> Exercise description:
Where the records hold the string "main", show the whole line it sits on.

Stored data entries
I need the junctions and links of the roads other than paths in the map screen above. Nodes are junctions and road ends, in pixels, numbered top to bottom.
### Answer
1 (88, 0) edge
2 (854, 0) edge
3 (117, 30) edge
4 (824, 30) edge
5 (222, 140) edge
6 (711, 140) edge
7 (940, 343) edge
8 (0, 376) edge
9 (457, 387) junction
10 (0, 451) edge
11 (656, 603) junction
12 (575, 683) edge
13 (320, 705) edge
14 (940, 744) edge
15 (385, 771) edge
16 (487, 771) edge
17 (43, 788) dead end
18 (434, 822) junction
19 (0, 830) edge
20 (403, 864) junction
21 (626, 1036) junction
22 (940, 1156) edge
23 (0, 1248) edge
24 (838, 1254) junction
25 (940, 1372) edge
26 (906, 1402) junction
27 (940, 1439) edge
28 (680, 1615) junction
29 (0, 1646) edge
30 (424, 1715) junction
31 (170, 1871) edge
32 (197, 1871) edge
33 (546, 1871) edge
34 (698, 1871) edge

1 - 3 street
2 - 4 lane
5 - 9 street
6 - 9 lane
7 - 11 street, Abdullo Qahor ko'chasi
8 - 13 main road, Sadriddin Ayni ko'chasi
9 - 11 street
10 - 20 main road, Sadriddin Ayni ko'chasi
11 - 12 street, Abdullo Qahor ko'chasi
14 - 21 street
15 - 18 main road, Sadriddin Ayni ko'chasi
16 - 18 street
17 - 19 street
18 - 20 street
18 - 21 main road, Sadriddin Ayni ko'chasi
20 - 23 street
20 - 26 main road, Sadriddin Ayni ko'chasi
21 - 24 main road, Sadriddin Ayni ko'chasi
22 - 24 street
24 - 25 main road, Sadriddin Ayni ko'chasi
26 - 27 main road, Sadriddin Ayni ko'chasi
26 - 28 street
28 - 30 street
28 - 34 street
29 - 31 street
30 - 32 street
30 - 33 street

> Answer box:
8 - 13 main road, Sadriddin Ayni ko'chasi
10 - 20 main road, Sadriddin Ayni ko'chasi
15 - 18 main road, Sadriddin Ayni ko'chasi
18 - 21 main road, Sadriddin Ayni ko'chasi
20 - 26 main road, Sadriddin Ayni ko'chasi
21 - 24 main road, Sadriddin Ayni ko'chasi
24 - 25 main road, Sadriddin Ayni ko'chasi
26 - 27 main road, Sadriddin Ayni ko'chasi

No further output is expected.